Слова эти неожиданно вызвали у Керзона приступ хохота, постепенно перешедшего в кашель, а по окончании кашля — в
— Ой, золотая ты моя девочка, знала бы ты только, чья это брехня, срам рассказывать, великого русского, так сказать, писателя, графа Льва Толстого! Знаешь, анекдот есть, как входит к нему лакей, кланяется и говорит: «Пахать подано!» Вот так и тут вот — пахать… Это ему, графу, добрый царь нужен был! Чтобы хоть задним числом он добрый был! Нет, все это, девочка ты моя золотая, доподлинная графская брехня. — Внезапно посерьезнев, старик переменил тон. Есть, впрочем, косвенные свидетельства того, что легенду эту он не сам выдумал. Как раз вот к примеру хотя бы даже Пушкина возьмем, он этой самой историей тоже интересовался. Но тоже, сомнений не может быть, только из тех соображений, что любой повод посеять в умах мысль о незаконности правления Николая — само по себе уже большое благо. Он ведь куда как прозорлив был, родной наш Александр Сергеевич! В переписке Иллариона Скоробогатова с Натальей Свибловой — знаешь, там, где я нашел упоминание, какое приятное лицо было у Ланского… — Софью как током ударило, эти фамилии она знала слишком хорошо, пусть имена к ним на этот раз были добавлены неизвестные, — там есть упоминание, что брат Натальи, он в монахах служил, этому самому Федору Кузьмину некоторые книги посылал, «Евгения Онегина» в том числе. Я об этом писал в одной статье, но мне это сократили. Какое же нужно еще доказательство, что старец этот самый, какой он ни на есть жулик, а может быть и вполне честный человек, только тронутый, — никак не мог быть Александром Первым? Хоть в те времена десятой главы еще никто не читал, знаешь, как там
Властитель слабый и лукавый,Плешивый щеголь, враг труда…Эти строки Софья знала даже слишком хорошо, но не говорить же об этом старику, который тем временем продолжал монолог:
— Но ведь и в других главах все же ясно сказано! Да и вообще какое было дело русским царям до русской литературы, разве только в том смысле, чтоб ее удушить, искалечить, кастрировать, обескровить, обессолить! Стал бы этот Александр читать Пушкина на старости лет, как же… Он, до таких лет доживи, он «Майн Кампф» бы читал, ничего больше! — с пророческим пылом закончил Соломон.
— А кто это такая Наталья Скоробогатова? — спросила Софья, не моргнув глазом.

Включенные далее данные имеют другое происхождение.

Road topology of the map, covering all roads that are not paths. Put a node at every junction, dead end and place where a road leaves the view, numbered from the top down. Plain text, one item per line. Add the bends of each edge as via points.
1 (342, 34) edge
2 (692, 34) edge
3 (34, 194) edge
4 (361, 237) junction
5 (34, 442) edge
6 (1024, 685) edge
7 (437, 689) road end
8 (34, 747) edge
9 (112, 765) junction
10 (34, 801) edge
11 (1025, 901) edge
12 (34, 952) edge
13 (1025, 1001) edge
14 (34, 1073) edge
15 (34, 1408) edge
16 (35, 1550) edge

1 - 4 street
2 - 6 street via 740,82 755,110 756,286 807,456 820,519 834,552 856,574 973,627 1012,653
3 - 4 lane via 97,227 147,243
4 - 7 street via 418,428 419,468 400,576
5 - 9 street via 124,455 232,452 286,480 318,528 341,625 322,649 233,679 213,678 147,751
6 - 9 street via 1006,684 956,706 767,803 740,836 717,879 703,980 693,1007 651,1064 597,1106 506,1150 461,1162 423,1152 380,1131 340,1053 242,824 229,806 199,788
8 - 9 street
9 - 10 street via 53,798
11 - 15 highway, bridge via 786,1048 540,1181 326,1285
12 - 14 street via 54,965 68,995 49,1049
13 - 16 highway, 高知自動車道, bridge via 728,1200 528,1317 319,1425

— Была такая… Тоже, как Наталию Николаевну, Наталией Николаевной ее звали. Дочка героя Бородинского сражения, хоть о нем самом мало что известно. Вот были бы у нас серьезные ученые, так о нем бы сейчас две-три монографии, уж не меньше, изданы были бы. А там — где нам. Еле фамилию знаем, что ноги в сражении потерял, что потом двух дочерей прижил — и все. Вот эта самая Наталия, она, есть сведения, на первый бал выезжая в Петербурге, с Пушкиным танцевала. Об этом Греч еще в одном письме пишет, срам рассказать, мол, Пушкин, старый — Соломон поперхнулся от гнева — кобель, опять к девочке какой-то липнет. Вот я и копнул, где мог, улов небогатый был, но все же кое-что насчет Ланского поймал, ведь он с той же самой Натальей танцевал на том же балу. Значит — Пушкин и Ланской были в одной зале! Да ты читала об этом, наверное, я писал. Правда, там многое вырезано…
— А вторая сестра? У Скоробогатова дочерей две было, вы сказали?

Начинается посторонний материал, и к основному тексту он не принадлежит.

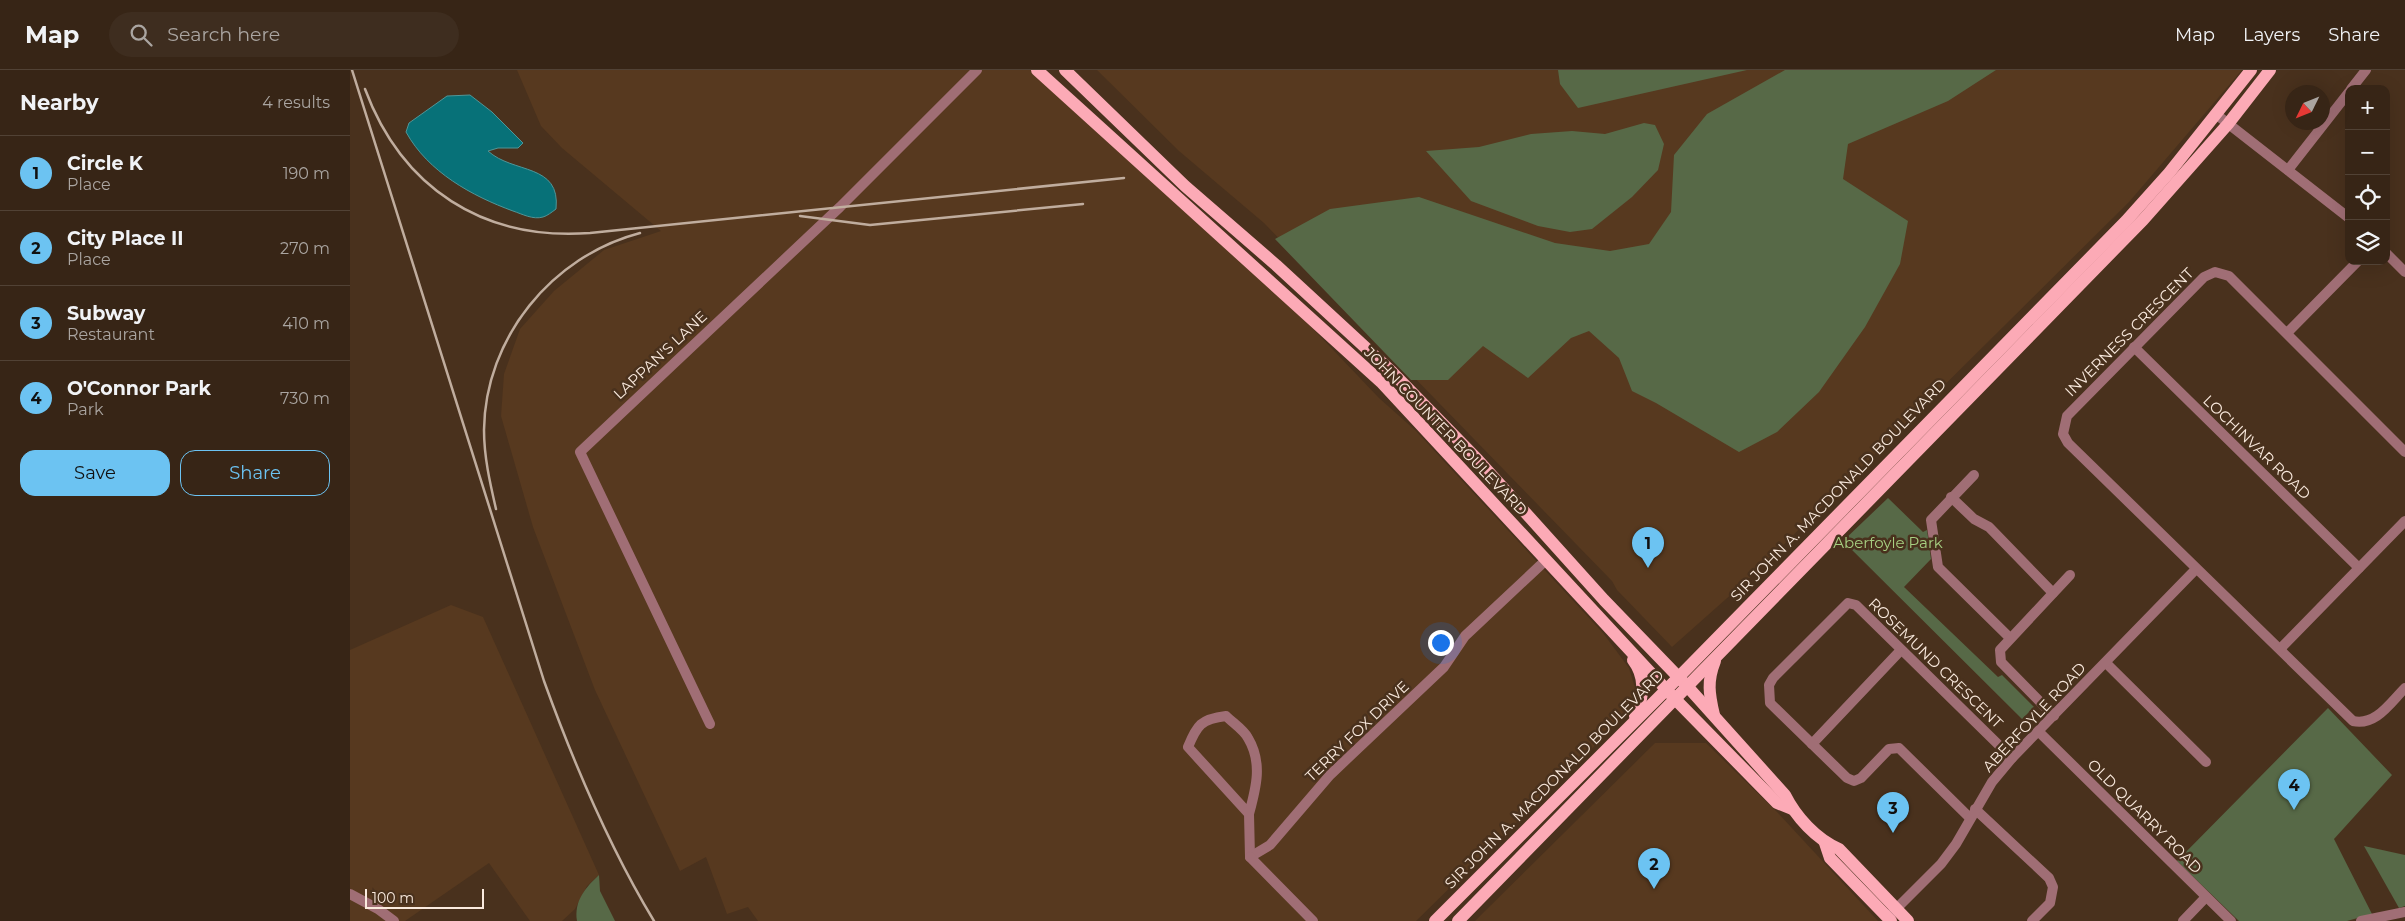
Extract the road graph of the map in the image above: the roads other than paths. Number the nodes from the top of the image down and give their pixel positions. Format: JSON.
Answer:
{"nodes":[{"id":1,"x":977,"y":70,"type":"edge"},
{"id":2,"x":1037,"y":70,"type":"edge"},
{"id":3,"x":1065,"y":70,"type":"edge"},
{"id":4,"x":2251,"y":70,"type":"edge"},
{"id":5,"x":2270,"y":70,"type":"edge"},
{"id":6,"x":2366,"y":70,"type":"edge"},
{"id":7,"x":2354,"y":85,"type":"edge"},
{"id":8,"x":2345,"y":96,"type":"edge"},
{"id":9,"x":2216,"y":115,"type":"junction"},
{"id":10,"x":2228,"y":124,"type":"junction"},
{"id":11,"x":2288,"y":170,"type":"junction"},
{"id":12,"x":2345,"y":215,"type":"edge"},
{"id":13,"x":2390,"y":258,"type":"edge"},
{"id":14,"x":2354,"y":265,"type":"edge"},
{"id":15,"x":2405,"y":272,"type":"edge"},
{"id":16,"x":2287,"y":333,"type":"junction"},
{"id":17,"x":2134,"y":347,"type":"junction"},
{"id":18,"x":2405,"y":452,"type":"edge"},
{"id":19,"x":1974,"y":474,"type":"dead end"},
{"id":20,"x":1951,"y":497,"type":"junction"},
{"id":21,"x":2405,"y":521,"type":"edge"},
{"id":22,"x":1546,"y":560,"type":"junction"},
{"id":23,"x":2359,"y":568,"type":"junction"},
{"id":24,"x":2196,"y":569,"type":"junction"},
{"id":25,"x":2070,"y":575,"type":"dead end"},
{"id":26,"x":2053,"y":593,"type":"junction"},
{"id":27,"x":1613,"y":630,"type":"junction"},
{"id":28,"x":2010,"y":638,"type":"junction"},
{"id":29,"x":2280,"y":649,"type":"junction"},
{"id":30,"x":1901,"y":650,"type":"junction"},
{"id":31,"x":1717,"y":657,"type":"junction"},
{"id":32,"x":2106,"y":663,"type":"junction"},
{"id":33,"x":1683,"y":682,"type":"junction"},
{"id":34,"x":2405,"y":688,"type":"edge"},
{"id":35,"x":1670,"y":694,"type":"junction"},
{"id":36,"x":2054,"y":716,"type":"junction"},
{"id":37,"x":1714,"y":718,"type":"junction"},
{"id":38,"x":1631,"y":723,"type":"junction"},
{"id":39,"x":710,"y":724,"type":"dead end"},
{"id":40,"x":2038,"y":732,"type":"junction"},
{"id":41,"x":1812,"y":744,"type":"junction"},
{"id":42,"x":2012,"y":758,"type":"junction"},
{"id":43,"x":2206,"y":762,"type":"dead end"},
{"id":44,"x":1792,"y":809,"type":"junction"},
{"id":45,"x":1249,"y":814,"type":"junction"},
{"id":46,"x":1973,"y":814,"type":"junction"},
{"id":47,"x":1250,"y":858,"type":"junction"},
{"id":48,"x":350,"y":894,"type":"edge"},
{"id":49,"x":2206,"y":897,"type":"junction"},
{"id":50,"x":2405,"y":912,"type":"edge"},
{"id":51,"x":1892,"y":916,"type":"edge"},
{"id":52,"x":394,"y":921,"type":"edge"},
{"id":53,"x":1313,"y":921,"type":"edge"},
{"id":54,"x":1435,"y":921,"type":"edge"},
{"id":55,"x":1458,"y":921,"type":"edge"},
{"id":56,"x":1908,"y":921,"type":"edge"},
{"id":57,"x":2032,"y":921,"type":"edge"},
{"id":58,"x":2182,"y":921,"type":"edge"},
{"id":59,"x":2231,"y":921,"type":"edge"},
{"id":60,"x":2361,"y":921,"type":"edge"}],
"edges":[{"from":1,"to":39,"type":"street","name":"LAPPAN'S LANE"},
{"from":2,"to":22,"type":"main road","name":"JOHN COUNTER BOULEVARD"},
{"from":3,"to":33,"type":"main road","name":"JOHN COUNTER BOULEVARD"},
{"from":4,"to":9,"type":"main road","name":"SIR JOHN A. MACDONALD BOULEVARD"},
{"from":5,"to":10,"type":"main road","name":"SIR JOHN A. MACDONALD BOULEVARD"},
{"from":6,"to":7,"type":"street"},
{"from":8,"to":11,"type":"street"},
{"from":9,"to":10,"type":"street"},
{"from":9,"to":33,"type":"main road","name":"SIR JOHN A. MACDONALD BOULEVARD"},
{"from":10,"to":11,"type":"street"},
{"from":10,"to":31,"type":"main road","name":"SIR JOHN A. MACDONALD BOULEVARD"},
{"from":11,"to":12,"type":"street"},
{"from":13,"to":15,"type":"street"},
{"from":14,"to":16,"type":"street"},
{"from":16,"to":17,"type":"street","name":"INVERNESS CRESCENT"},
{"from":16,"to":18,"type":"street","name":"INVERNESS CRESCENT"},
{"from":17,"to":23,"type":"street","name":"LOCHINVAR ROAD"},
{"from":17,"to":24,"type":"street","name":"INVERNESS CRESCENT"},
{"from":19,"to":20,"type":"street"},
{"from":20,"to":26,"type":"street"},
{"from":20,"to":28,"type":"street"},
{"from":21,"to":23,"type":"street"},
{"from":22,"to":27,"type":"main road","name":"JOHN COUNTER BOULEVARD"},
{"from":22,"to":47,"type":"street","name":"TERRY FOX DRIVE"},
{"from":23,"to":29,"type":"street"},
{"from":24,"to":29,"type":"street","name":"INVERNESS CRESCENT"},
{"from":24,"to":32,"type":"street","name":"ABERFOYLE ROAD"},
{"from":25,"to":26,"type":"street"},
{"from":26,"to":28,"type":"street"},
{"from":27,"to":35,"type":"main road","name":"JOHN COUNTER BOULEVARD"},
{"from":27,"to":38,"type":"main road"},
{"from":28,"to":36,"type":"street"},
{"from":29,"to":34,"type":"street","name":"INVERNESS CRESCENT"},
{"from":30,"to":41,"type":"street"},
{"from":30,"to":41,"type":"street","name":"ROSEMUND CRESCENT"},
{"from":30,"to":42,"type":"street","name":"ROSEMUND CRESCENT"},
{"from":31,"to":33,"type":"main road","name":"SIR JOHN A. MACDONALD BOULEVARD"},
{"from":31,"to":37,"type":"main road"},
{"from":32,"to":36,"type":"street","name":"ABERFOYLE ROAD"},
{"from":32,"to":43,"type":"street"},
{"from":33,"to":35,"type":"main road","name":"SIR JOHN A. MACDONALD BOULEVARD"},
{"from":33,"to":37,"type":"main road","name":"JOHN COUNTER BOULEVARD"},
{"from":35,"to":38,"type":"main road","name":"SIR JOHN A. MACDONALD BOULEVARD"},
{"from":35,"to":44,"type":"main road","name":"JOHN COUNTER BOULEVARD"},
{"from":35,"to":55,"type":"main road","name":"SIR JOHN A. MACDONALD BOULEVARD"},
{"from":36,"to":40,"type":"street","name":"ABERFOYLE ROAD"},
{"from":37,"to":44,"type":"main road","name":"JOHN COUNTER BOULEVARD"},
{"from":38,"to":54,"type":"main road","name":"SIR JOHN A. MACDONALD BOULEVARD"},
{"from":40,"to":42,"type":"street","name":"ABERFOYLE ROAD"},
{"from":40,"to":49,"type":"street","name":"OLD QUARRY ROAD"},
{"from":41,"to":46,"type":"street","name":"ROSEMUND CRESCENT"},
{"from":42,"to":46,"type":"street","name":"ABERFOYLE ROAD"},
{"from":44,"to":51,"type":"main road","name":"JOHN COUNTER BOULEVARD"},
{"from":45,"to":45,"type":"street"},
{"from":45,"to":47,"type":"street"},
{"from":46,"to":51,"type":"street","name":"ABERFOYLE ROAD"},
{"from":46,"to":57,"type":"street"},
{"from":47,"to":53,"type":"street"},
{"from":48,"to":52,"type":"street"},
{"from":49,"to":58,"type":"street"},
{"from":49,"to":59,"type":"street","name":"OLD QUARRY ROAD"},
{"from":50,"to":60,"type":"street"},
{"from":51,"to":56,"type":"main road","name":"JOHN COUNTER BOULEVARD"}]}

— Да… В самом деле. Я как-то упустил. — Соломон в растерянности поморгал. — Ты молодец, девочка, у тебя врожденный талант. Как же я другую сестру упустил? Вот ведь дурак старый, даже архивы не пытался поднять по этой линии. Помню, что они погодки, девочки-то, были, а вот которая старше… Анастасия! Ведь Пушкин мог и с ней на другом балу танцевать! — Старик перегнулся через стол и быстро-быстро настрочил что-то на четвертушке бумаги. — Да, Софонька, талант у тебя к пушкинистике прирожденный! Непременно надо будет проверить!
Дальше разговор на сестрах Скоробогатовых задерживать было опасно, ибо старик, со всем своим архивным рвением взявшись за Анастасию, мог нечаянно откопать и ее церковный брак, а в том, что прапрадед венчался под настоящим именем, пусть без указания титула, Софья не сомневалась. Оставалось уповать, что у дяди до этой темы в ближайшее время руки не дойдут. Поговорили еще о том о сем. Софья взяла со стола приготовленную стопку книг о декабристах и, конечно, о Пушкине, хотя таковых не заказывала, поцеловала дядю возле дверей и прочь пошла. Во дворе так же резались в домино старики, и совсем молодой дворник какой-то восточной расы сгребал в кучу палые листья. Соломон, глядевший из окна, заметил, что, как только Софья вышла из ворот, один из стариков, хорошо Соломону известный, передал коробочку с «костями» стоявшему за его спиной такому же мшистому деду, и ужом скользнул в парадное.
«Донос побежал на меня строчить, дурак набитый», — усмехнулся про себя Керзон. От сознания того, что на него кто-то и теперь доносы пишет, а они действия не оказывают ввиду его, Соломоновой, чистоты в глазах бывших семинаристов, чувствовал себя пушкинист как-то еще моложе, стройнее, бодрее, напористей. «Пиши, пиши. Надо будет попросить, чтобы почитать дали. Ошибки делаешь поди».
Соломон не ошибался: как раз сегодня Степан Садко собирался написать очередной донос — не только на него, на Керзона, но и на многих других лиц, об этом Керзон уже не имел представления. Дело в том, что не доносы писал Степан, а слал шпионские донесения маньчжурскому правительству.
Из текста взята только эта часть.